▸ Provided records

++++++

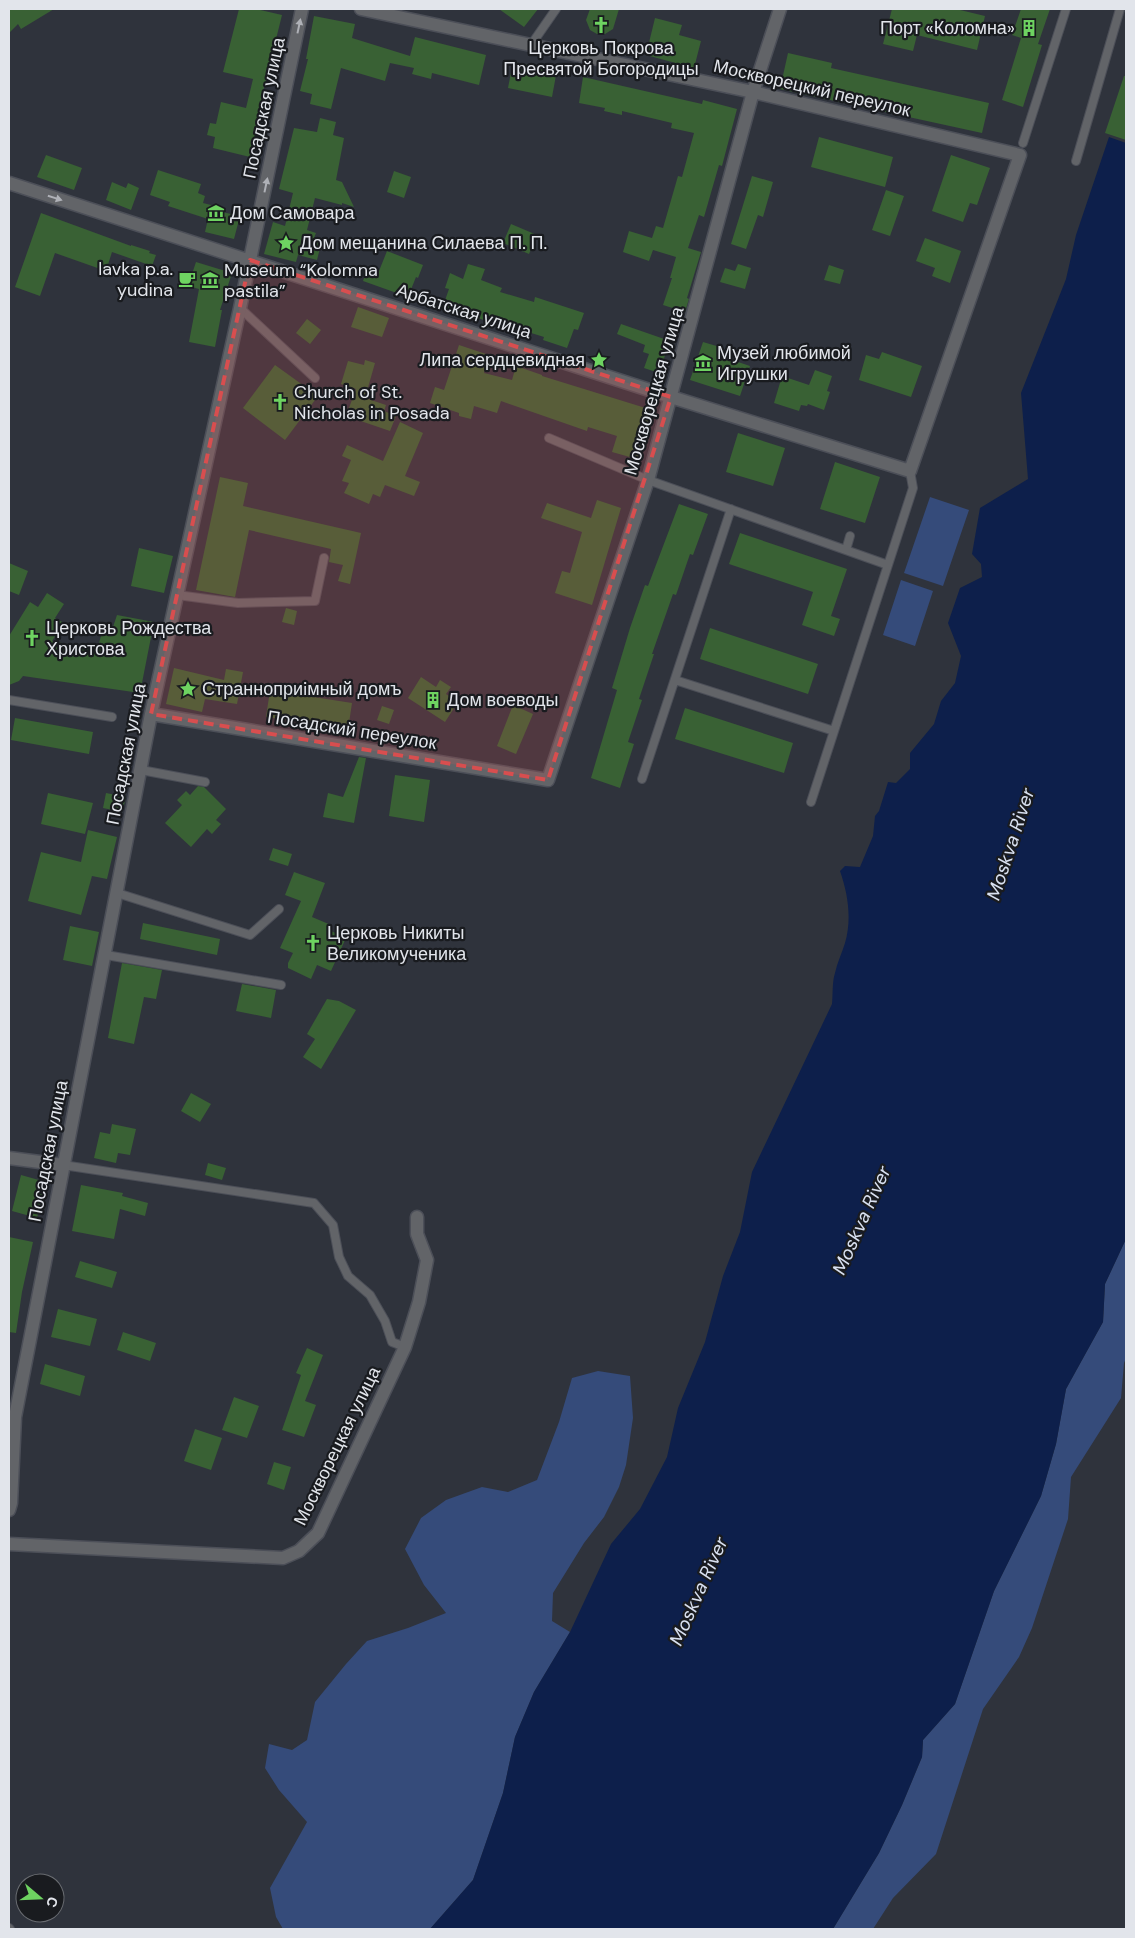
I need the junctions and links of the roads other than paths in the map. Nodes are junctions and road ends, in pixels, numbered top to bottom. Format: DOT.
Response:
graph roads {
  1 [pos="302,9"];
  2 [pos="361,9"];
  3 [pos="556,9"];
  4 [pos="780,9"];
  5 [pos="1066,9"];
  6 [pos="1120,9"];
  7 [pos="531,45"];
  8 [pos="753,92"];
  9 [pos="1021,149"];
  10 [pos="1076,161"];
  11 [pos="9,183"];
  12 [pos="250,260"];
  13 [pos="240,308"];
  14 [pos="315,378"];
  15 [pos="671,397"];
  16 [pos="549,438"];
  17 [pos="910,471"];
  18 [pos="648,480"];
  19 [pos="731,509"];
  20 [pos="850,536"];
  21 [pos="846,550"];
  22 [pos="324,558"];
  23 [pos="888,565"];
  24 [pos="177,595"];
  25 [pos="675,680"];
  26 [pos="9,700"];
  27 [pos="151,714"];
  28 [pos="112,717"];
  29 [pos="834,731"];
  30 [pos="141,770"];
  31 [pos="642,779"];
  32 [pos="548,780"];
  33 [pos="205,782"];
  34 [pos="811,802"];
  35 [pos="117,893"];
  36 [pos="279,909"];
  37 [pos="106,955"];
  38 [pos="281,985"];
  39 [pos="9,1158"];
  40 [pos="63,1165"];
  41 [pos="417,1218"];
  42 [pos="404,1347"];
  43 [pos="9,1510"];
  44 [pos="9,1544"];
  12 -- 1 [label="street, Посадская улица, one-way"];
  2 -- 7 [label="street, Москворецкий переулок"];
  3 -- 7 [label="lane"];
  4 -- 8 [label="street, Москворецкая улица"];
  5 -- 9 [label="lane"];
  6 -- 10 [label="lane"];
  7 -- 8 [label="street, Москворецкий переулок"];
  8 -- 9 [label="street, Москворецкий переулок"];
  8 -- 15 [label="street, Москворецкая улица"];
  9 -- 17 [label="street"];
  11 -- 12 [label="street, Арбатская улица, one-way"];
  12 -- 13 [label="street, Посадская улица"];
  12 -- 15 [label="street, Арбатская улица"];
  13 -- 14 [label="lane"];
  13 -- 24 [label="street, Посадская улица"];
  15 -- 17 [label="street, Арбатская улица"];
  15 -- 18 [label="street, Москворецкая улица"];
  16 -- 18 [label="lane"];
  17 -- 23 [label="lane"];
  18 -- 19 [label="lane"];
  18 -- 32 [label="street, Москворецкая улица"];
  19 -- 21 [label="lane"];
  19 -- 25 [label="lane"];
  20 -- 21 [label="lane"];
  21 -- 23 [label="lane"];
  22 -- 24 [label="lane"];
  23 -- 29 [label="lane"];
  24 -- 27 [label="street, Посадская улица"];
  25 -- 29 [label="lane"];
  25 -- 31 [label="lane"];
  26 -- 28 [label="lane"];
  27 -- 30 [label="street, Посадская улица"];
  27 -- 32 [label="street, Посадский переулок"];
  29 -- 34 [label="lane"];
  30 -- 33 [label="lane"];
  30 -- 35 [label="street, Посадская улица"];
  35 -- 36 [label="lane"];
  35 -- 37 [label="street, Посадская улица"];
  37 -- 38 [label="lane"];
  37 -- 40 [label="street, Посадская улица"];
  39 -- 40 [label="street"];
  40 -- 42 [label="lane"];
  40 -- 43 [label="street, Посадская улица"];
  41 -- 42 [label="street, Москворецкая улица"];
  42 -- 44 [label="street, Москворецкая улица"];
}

++++++

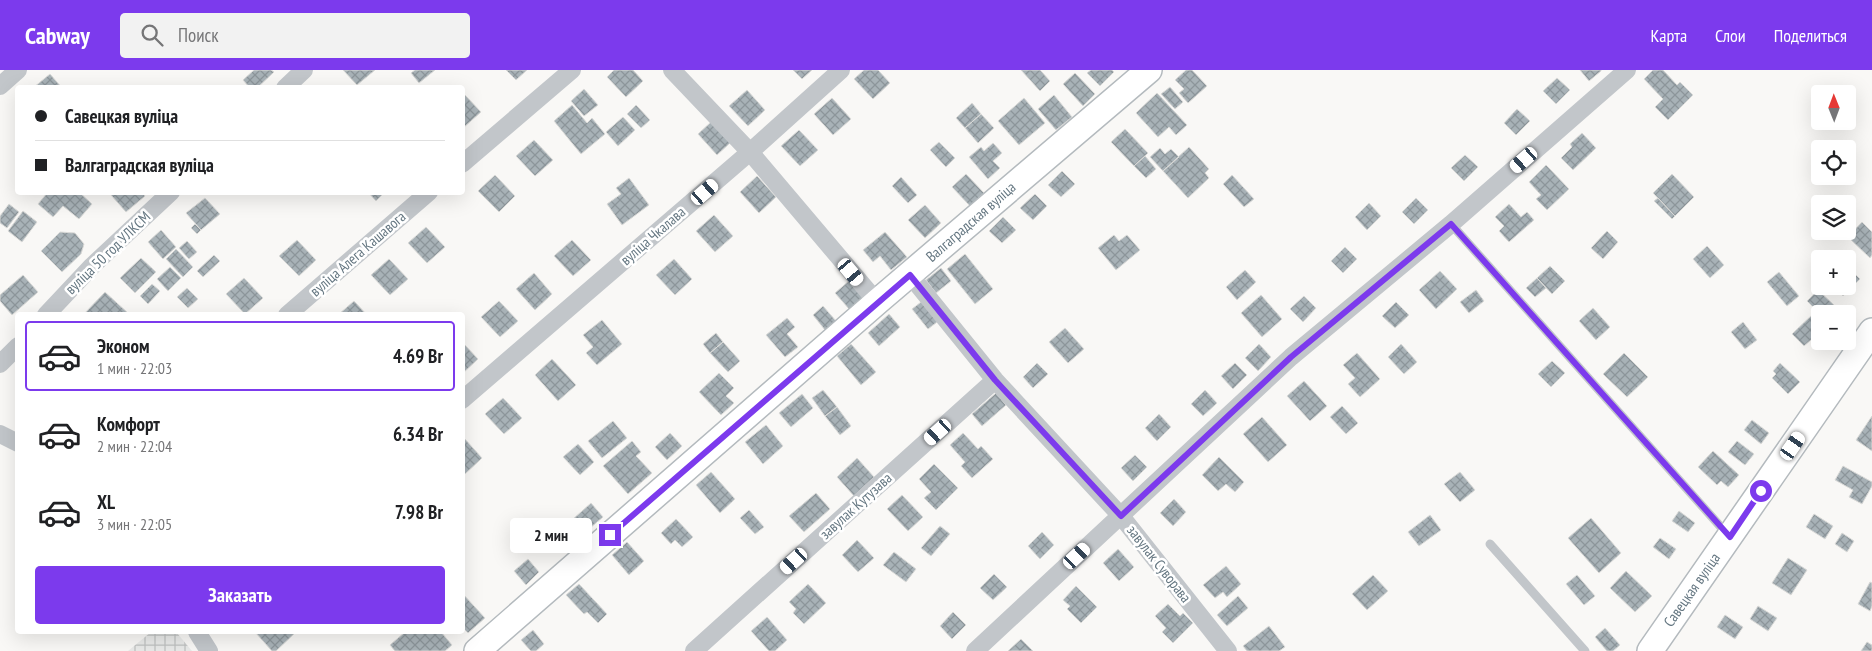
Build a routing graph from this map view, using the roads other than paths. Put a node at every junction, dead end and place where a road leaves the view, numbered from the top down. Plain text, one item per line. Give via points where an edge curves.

++++++

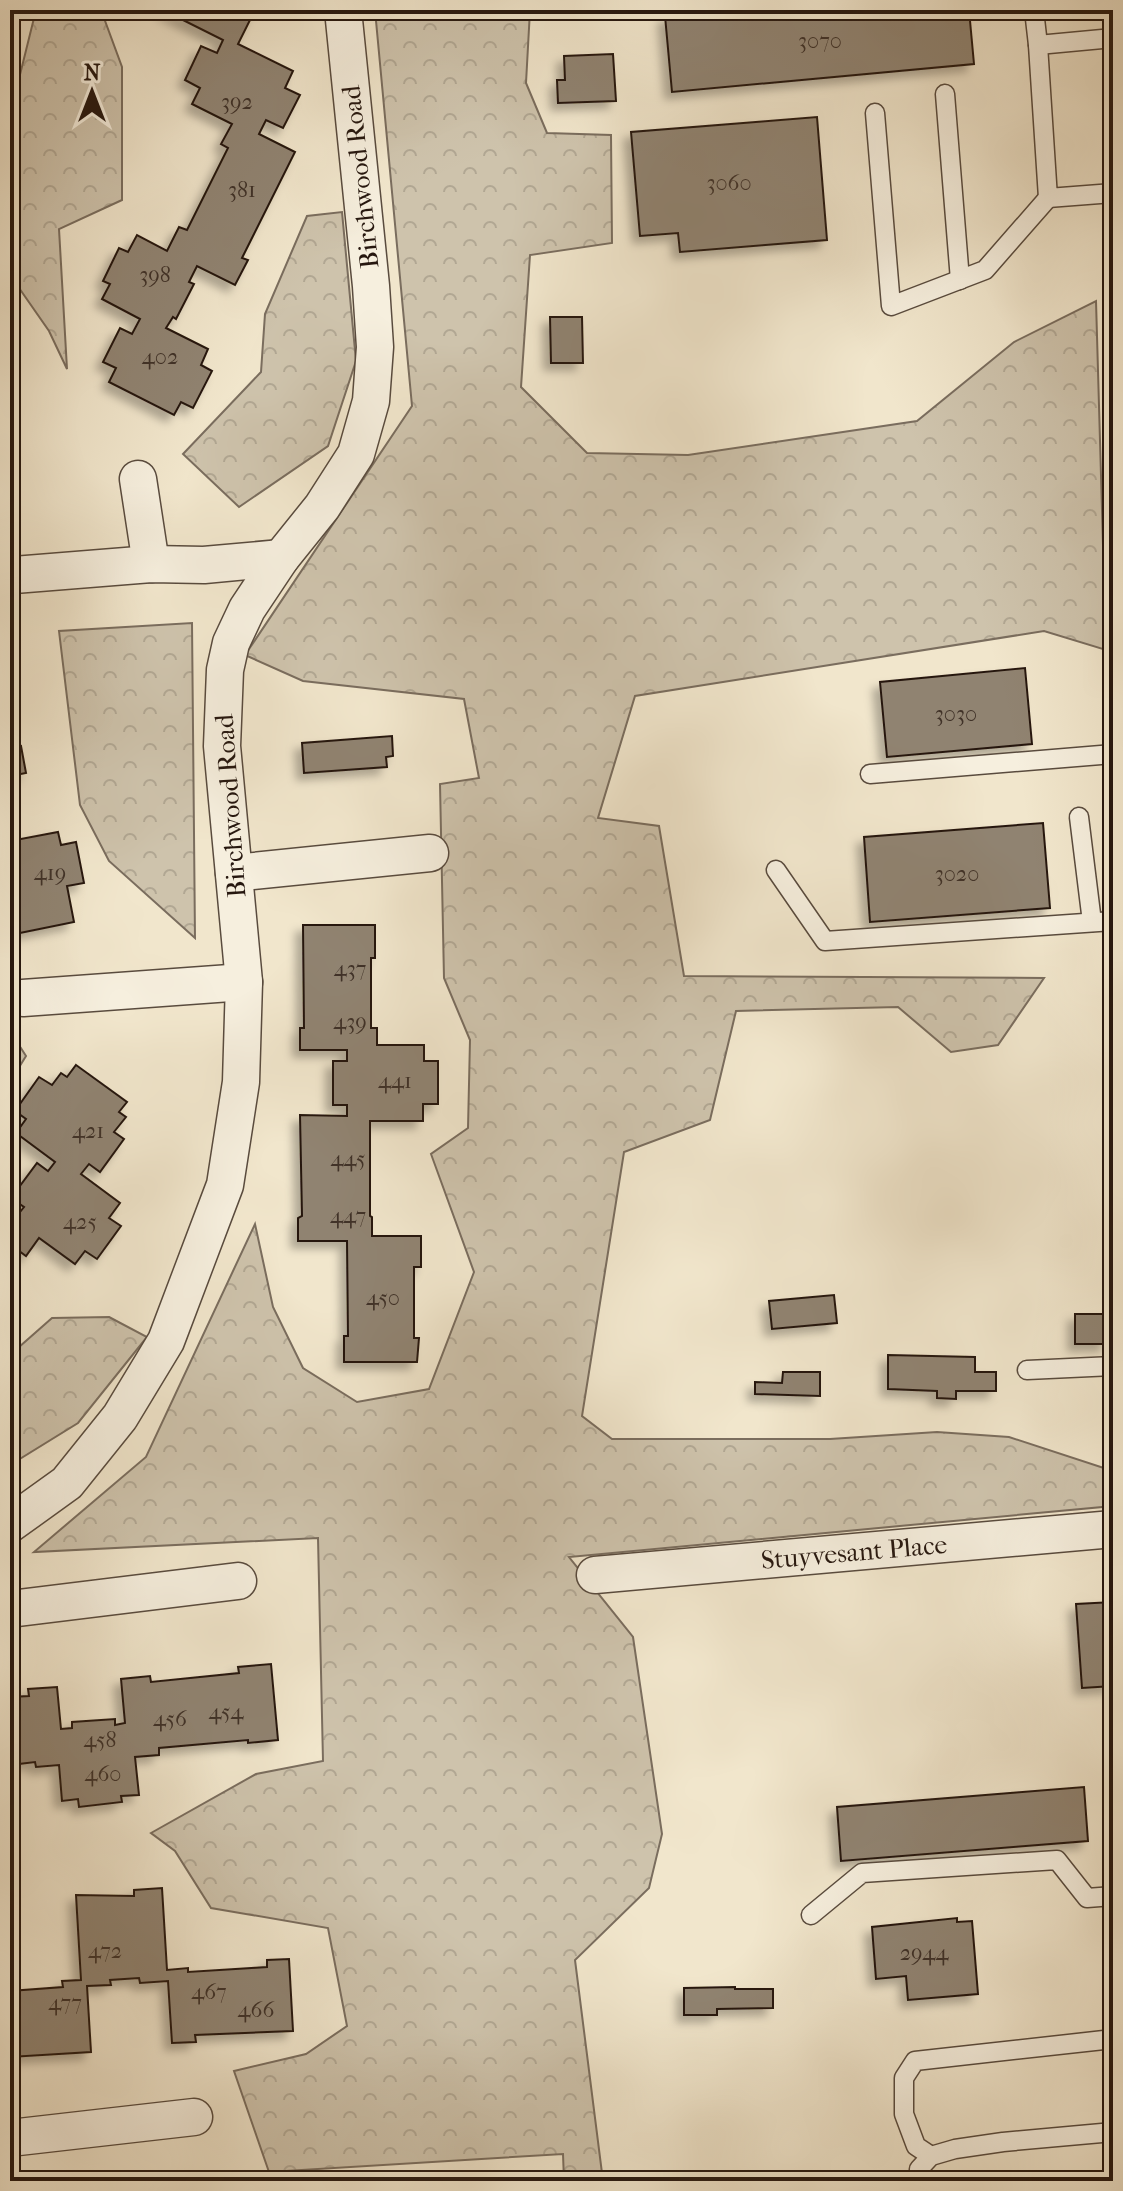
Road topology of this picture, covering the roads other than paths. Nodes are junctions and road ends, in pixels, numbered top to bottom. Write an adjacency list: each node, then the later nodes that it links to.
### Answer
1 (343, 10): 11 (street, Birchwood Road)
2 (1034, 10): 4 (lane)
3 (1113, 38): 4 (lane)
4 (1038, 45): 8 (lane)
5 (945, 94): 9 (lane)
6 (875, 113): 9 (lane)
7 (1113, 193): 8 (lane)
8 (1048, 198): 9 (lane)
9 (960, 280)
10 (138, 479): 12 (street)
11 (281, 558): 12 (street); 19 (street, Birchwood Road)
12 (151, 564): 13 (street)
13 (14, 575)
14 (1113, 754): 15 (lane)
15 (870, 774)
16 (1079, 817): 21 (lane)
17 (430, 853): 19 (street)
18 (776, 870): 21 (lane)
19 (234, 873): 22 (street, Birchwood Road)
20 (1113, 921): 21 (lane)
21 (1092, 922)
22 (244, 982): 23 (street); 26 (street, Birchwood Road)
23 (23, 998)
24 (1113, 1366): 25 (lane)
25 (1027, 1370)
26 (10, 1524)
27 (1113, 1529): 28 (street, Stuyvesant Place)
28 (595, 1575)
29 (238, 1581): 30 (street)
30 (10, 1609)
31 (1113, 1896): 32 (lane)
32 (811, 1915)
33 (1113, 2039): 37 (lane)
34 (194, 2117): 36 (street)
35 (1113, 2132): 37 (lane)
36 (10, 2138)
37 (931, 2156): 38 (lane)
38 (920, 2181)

++++++

▸ What you are asked to do
Copy out every line of the data that includes "than".

▸ Response
I need the junctions and links of the roads other than paths in the map. Nodes are junctions and road ends, in pixels, numbered top to bottom. Format: DOT.
Build a routing graph from this map view, using the roads other than paths. Put a node at every junction, dead end and place where a road leaves the view, numbered from the top down. Plain text, one item per line. Give via points where an edge curves.
Road topology of this picture, covering the roads other than paths. Nodes are junctions and road ends, in pixels, numbered top to bottom. Write an adjacency list: each node, then the later nodes that it links to.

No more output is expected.